> [RECORDED INFORMATION]:
= Beginning of Section =

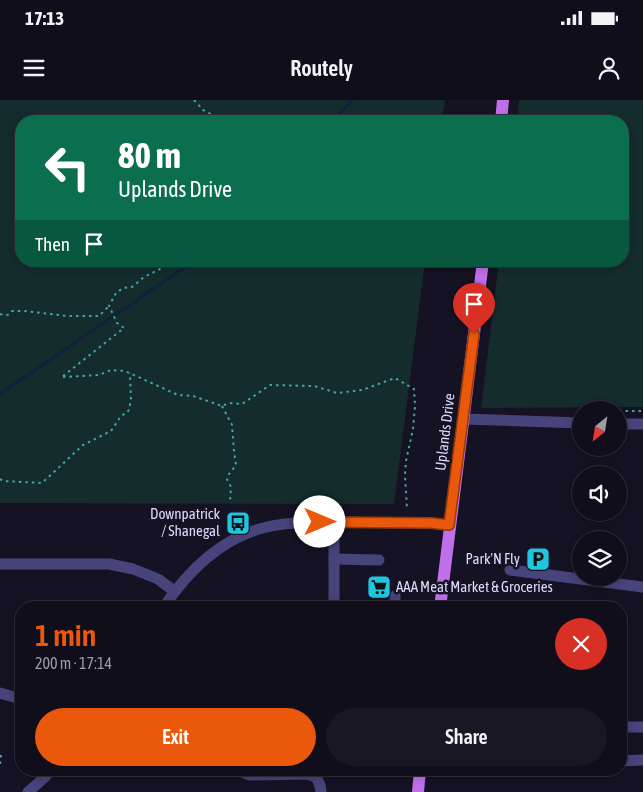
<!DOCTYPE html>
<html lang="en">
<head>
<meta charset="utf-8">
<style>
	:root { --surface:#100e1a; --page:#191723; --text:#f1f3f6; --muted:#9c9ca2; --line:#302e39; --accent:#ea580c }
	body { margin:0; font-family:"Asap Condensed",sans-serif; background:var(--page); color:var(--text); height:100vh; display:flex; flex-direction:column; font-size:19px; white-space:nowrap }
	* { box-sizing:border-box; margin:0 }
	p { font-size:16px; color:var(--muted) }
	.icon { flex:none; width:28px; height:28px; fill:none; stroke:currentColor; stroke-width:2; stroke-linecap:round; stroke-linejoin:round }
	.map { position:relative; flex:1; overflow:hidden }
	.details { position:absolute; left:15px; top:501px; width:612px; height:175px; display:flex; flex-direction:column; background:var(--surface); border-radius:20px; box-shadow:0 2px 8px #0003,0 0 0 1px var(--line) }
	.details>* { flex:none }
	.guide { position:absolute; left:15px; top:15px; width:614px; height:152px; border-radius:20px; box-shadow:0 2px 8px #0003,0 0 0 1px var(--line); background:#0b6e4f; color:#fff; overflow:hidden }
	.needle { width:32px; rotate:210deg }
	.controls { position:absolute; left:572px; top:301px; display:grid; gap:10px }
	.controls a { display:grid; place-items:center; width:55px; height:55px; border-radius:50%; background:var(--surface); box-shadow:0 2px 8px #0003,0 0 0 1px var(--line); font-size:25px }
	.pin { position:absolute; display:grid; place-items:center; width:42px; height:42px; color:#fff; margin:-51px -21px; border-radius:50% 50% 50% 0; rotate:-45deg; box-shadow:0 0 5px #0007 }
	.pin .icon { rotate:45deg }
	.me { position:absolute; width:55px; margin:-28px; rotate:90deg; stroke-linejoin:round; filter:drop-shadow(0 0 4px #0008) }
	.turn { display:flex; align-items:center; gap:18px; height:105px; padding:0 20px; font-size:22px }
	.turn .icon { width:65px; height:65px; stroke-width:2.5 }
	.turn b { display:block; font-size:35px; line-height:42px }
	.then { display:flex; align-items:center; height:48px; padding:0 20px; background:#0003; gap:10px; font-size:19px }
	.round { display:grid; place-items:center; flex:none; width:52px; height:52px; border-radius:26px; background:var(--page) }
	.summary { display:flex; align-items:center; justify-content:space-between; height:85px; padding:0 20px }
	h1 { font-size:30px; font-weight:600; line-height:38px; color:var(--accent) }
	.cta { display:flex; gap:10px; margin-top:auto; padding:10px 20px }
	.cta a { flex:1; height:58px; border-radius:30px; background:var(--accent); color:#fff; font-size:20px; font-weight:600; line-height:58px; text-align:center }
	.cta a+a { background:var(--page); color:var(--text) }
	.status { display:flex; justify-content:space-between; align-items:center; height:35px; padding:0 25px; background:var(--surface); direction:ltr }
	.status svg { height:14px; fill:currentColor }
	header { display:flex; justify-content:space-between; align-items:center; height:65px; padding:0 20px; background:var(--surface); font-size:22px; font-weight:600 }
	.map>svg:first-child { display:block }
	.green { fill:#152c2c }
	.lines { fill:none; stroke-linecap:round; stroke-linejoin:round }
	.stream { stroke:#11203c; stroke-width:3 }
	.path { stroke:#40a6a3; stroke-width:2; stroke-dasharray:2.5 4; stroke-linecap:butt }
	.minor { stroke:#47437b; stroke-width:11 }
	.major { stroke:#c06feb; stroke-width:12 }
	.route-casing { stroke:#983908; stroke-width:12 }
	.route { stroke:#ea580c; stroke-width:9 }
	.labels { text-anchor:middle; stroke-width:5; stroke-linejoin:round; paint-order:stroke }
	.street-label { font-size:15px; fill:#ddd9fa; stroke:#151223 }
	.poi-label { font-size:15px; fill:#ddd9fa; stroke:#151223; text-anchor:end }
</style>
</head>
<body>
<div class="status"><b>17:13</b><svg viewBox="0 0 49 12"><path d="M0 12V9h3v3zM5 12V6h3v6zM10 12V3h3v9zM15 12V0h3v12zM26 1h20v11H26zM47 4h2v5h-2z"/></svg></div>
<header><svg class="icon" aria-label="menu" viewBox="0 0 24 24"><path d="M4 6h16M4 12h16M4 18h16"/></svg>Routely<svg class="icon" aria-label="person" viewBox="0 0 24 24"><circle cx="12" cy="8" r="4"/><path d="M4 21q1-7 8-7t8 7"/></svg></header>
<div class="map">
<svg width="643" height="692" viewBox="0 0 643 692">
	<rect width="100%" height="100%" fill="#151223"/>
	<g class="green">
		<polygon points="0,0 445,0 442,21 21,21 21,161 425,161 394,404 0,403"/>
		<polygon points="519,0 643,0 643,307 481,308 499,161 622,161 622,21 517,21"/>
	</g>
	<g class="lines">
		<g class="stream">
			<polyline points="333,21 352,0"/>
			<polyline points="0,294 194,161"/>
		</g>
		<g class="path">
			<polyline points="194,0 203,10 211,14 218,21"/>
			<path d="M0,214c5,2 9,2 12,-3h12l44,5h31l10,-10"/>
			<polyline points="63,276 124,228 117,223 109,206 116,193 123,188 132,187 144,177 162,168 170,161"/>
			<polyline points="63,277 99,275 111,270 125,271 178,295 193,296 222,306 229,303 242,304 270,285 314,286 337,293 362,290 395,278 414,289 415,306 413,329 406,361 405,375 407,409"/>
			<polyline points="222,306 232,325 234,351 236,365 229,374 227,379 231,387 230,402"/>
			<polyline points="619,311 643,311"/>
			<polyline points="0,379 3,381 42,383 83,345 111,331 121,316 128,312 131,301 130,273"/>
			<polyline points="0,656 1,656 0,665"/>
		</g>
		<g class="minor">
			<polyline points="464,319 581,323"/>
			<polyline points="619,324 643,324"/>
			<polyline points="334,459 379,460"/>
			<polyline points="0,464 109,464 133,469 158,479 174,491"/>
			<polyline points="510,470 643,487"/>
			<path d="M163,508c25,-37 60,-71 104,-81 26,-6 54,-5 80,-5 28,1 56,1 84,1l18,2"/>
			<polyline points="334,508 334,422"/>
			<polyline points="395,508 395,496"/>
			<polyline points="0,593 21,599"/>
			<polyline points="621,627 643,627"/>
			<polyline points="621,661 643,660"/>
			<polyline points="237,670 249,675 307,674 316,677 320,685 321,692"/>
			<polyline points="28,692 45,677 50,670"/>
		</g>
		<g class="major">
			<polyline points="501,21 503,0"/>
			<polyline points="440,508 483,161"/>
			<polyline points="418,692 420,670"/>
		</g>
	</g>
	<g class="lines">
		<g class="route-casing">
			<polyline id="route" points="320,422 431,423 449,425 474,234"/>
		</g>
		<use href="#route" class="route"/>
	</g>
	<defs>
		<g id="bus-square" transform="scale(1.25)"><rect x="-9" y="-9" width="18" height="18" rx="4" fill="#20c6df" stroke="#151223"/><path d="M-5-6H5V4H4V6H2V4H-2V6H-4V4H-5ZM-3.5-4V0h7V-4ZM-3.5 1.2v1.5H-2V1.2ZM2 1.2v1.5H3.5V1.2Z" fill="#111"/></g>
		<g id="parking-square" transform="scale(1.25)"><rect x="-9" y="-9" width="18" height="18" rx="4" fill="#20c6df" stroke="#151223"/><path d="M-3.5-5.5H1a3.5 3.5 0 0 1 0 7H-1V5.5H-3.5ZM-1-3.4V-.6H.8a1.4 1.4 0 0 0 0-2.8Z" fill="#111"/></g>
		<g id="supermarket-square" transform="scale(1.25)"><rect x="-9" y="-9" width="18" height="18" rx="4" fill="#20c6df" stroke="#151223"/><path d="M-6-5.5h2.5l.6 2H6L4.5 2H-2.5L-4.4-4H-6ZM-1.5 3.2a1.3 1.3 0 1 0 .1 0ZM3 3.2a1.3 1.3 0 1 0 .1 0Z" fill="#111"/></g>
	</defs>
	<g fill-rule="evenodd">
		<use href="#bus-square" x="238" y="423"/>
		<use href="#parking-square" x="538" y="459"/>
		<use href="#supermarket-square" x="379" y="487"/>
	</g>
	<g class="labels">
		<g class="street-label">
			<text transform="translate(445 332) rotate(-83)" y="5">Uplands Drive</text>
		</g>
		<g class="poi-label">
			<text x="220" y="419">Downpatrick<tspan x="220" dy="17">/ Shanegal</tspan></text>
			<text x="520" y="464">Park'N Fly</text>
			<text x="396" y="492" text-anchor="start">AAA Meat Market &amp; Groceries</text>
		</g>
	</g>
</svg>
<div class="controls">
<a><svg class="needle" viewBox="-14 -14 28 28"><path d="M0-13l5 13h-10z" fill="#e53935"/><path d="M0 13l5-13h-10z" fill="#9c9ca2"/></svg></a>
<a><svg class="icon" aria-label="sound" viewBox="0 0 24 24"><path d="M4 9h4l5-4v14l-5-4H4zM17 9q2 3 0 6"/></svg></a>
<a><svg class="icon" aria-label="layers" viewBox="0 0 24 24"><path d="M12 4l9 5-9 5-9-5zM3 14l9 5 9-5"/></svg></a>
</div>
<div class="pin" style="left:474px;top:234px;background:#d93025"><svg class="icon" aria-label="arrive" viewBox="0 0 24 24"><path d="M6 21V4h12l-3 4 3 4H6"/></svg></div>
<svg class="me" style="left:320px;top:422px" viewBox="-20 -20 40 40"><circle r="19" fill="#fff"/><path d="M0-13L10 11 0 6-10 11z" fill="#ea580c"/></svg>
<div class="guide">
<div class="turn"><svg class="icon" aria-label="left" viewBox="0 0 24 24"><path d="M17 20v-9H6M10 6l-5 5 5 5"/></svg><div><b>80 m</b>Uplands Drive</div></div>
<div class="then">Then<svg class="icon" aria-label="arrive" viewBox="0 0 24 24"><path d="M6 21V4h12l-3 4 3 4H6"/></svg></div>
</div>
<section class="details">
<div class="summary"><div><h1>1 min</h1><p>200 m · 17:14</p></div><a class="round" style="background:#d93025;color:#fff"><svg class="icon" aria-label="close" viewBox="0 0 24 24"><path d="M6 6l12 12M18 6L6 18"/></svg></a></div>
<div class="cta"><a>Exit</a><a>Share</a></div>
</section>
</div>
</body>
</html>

= End of Section =
= Beginning of Section =

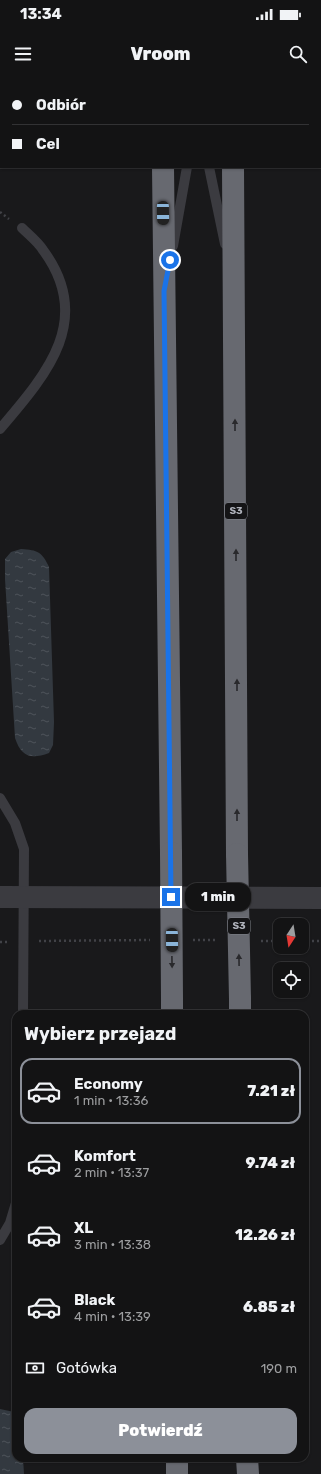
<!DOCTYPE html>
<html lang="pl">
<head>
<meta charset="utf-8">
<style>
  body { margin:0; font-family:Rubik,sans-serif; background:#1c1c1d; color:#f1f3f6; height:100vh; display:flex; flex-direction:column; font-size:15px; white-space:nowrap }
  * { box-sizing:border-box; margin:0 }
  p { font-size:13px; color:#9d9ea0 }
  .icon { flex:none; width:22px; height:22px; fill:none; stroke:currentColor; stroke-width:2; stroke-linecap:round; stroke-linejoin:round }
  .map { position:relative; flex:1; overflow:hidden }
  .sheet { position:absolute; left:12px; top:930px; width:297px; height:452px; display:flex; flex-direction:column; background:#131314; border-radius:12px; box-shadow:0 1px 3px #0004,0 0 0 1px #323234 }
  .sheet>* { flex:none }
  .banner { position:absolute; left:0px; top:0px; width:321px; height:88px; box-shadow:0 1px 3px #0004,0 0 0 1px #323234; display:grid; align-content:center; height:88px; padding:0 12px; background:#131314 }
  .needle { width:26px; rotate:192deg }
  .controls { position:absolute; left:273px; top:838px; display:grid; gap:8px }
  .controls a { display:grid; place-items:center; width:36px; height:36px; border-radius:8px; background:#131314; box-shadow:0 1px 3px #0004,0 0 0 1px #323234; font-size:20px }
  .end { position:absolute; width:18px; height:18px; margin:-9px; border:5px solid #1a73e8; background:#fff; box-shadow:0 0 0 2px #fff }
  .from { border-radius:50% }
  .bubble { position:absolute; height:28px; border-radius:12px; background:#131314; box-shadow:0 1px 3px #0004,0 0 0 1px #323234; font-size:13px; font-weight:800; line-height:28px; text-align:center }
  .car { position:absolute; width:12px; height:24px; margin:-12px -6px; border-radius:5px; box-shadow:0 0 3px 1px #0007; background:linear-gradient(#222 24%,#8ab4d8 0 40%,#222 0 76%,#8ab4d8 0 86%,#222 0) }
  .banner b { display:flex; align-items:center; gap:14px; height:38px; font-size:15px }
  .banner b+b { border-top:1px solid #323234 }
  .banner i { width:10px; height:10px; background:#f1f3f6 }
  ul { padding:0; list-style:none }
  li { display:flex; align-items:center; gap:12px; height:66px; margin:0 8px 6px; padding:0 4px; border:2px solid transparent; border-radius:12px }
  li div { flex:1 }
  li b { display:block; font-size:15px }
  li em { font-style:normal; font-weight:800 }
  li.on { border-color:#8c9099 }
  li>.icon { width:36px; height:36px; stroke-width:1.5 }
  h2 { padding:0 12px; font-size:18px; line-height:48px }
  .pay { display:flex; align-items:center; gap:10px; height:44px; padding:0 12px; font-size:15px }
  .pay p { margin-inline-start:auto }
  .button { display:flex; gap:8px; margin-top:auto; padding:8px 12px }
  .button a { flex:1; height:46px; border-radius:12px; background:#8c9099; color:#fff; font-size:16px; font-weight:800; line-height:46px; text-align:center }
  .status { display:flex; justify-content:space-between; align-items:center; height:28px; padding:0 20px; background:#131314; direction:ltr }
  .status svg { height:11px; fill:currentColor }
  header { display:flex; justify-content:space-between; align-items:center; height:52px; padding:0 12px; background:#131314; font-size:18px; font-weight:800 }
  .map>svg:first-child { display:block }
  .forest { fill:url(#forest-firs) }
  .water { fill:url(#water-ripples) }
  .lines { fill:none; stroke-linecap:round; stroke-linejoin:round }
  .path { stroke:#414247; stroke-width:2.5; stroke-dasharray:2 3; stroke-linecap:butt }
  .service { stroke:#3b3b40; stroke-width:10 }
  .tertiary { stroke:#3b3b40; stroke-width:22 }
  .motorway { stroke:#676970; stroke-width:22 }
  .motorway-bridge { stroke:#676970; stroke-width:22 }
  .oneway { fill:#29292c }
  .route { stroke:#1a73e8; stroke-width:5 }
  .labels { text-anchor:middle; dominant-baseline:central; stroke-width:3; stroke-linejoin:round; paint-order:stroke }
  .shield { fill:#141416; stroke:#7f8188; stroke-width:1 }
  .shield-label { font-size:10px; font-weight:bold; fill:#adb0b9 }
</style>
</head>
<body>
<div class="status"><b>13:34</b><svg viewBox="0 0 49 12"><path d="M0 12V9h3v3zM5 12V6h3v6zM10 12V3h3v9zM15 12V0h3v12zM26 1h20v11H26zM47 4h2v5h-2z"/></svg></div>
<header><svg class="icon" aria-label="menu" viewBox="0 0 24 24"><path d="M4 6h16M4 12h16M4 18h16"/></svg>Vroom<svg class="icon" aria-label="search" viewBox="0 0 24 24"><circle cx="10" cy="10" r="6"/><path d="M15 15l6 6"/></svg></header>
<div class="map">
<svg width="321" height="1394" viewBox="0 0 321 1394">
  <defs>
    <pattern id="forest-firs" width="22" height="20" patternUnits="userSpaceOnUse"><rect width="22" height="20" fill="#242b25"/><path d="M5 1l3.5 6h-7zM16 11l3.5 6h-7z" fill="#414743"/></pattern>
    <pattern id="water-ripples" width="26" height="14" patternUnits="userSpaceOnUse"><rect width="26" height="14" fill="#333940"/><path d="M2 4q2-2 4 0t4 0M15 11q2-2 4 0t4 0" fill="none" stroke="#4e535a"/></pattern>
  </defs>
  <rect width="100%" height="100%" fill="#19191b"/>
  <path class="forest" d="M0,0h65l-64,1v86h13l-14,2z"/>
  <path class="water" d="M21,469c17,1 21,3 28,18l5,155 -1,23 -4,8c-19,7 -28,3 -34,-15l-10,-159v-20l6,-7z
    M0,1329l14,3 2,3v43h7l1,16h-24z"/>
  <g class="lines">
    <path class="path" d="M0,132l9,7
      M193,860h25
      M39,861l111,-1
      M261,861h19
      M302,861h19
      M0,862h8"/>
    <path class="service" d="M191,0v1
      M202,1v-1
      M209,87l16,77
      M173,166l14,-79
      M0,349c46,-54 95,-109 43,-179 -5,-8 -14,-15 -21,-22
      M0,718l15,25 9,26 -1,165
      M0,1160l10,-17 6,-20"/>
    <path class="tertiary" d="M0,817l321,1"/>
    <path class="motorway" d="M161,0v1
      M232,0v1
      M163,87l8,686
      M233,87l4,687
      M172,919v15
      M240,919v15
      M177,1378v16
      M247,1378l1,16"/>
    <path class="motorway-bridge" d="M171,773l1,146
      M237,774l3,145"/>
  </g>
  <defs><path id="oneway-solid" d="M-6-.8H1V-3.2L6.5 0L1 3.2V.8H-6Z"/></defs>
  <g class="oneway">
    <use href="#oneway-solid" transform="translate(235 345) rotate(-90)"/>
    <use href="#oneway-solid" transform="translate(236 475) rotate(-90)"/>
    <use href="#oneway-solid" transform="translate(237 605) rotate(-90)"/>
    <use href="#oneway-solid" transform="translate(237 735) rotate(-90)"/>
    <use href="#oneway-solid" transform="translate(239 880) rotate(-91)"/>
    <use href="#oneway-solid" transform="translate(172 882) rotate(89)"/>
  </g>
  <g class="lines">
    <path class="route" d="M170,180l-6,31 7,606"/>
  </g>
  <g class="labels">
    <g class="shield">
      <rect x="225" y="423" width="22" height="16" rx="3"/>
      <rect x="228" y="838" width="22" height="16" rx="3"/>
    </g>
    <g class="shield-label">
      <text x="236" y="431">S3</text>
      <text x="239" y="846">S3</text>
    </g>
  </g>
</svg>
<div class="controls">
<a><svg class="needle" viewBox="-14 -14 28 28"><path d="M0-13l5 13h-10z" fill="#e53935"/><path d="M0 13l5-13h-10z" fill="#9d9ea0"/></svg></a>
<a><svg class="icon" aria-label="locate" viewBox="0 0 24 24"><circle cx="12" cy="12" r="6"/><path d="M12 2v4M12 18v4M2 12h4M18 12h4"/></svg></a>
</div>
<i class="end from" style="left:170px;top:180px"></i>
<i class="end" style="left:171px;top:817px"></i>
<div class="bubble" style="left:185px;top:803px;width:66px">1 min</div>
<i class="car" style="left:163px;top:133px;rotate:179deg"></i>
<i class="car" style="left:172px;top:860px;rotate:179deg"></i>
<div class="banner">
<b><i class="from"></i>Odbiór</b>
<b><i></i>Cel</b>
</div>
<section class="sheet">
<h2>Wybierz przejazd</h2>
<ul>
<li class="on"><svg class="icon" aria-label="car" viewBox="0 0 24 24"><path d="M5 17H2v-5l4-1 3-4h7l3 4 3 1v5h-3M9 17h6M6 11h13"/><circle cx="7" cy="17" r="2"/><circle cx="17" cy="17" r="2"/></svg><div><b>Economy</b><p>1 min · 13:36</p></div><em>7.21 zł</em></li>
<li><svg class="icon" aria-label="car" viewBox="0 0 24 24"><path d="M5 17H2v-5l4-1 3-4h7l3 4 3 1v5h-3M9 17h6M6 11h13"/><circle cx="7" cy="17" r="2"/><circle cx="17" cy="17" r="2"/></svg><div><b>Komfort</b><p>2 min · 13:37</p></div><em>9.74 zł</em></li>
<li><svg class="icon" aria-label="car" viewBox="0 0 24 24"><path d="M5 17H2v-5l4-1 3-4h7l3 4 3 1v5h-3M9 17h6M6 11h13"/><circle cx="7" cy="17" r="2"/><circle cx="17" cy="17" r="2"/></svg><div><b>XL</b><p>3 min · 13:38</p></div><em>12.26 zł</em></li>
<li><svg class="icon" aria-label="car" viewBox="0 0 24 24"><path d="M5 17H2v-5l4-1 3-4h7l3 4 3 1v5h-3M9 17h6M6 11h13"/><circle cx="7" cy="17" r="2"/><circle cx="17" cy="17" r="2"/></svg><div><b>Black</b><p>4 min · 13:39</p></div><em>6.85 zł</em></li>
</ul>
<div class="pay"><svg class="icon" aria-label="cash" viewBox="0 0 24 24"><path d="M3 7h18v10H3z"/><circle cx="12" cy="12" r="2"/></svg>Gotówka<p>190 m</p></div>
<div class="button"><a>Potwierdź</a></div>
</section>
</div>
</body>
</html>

= End of Section =

> [EXERCISE]: Please show every line of the material that contains the string "bubble".

> [RESULT FOR THIS TASK]:
  .bubble { position:absolute; height:28px; border-radius:12px; background:#131314; box-shadow:0 1px 3px #0004,0 0 0 1px #323234; font-size:13px; font-weight:800; line-height:28px; text-align:center }
<div class="bubble" style="left:185px;top:803px;width:66px">1 min</div>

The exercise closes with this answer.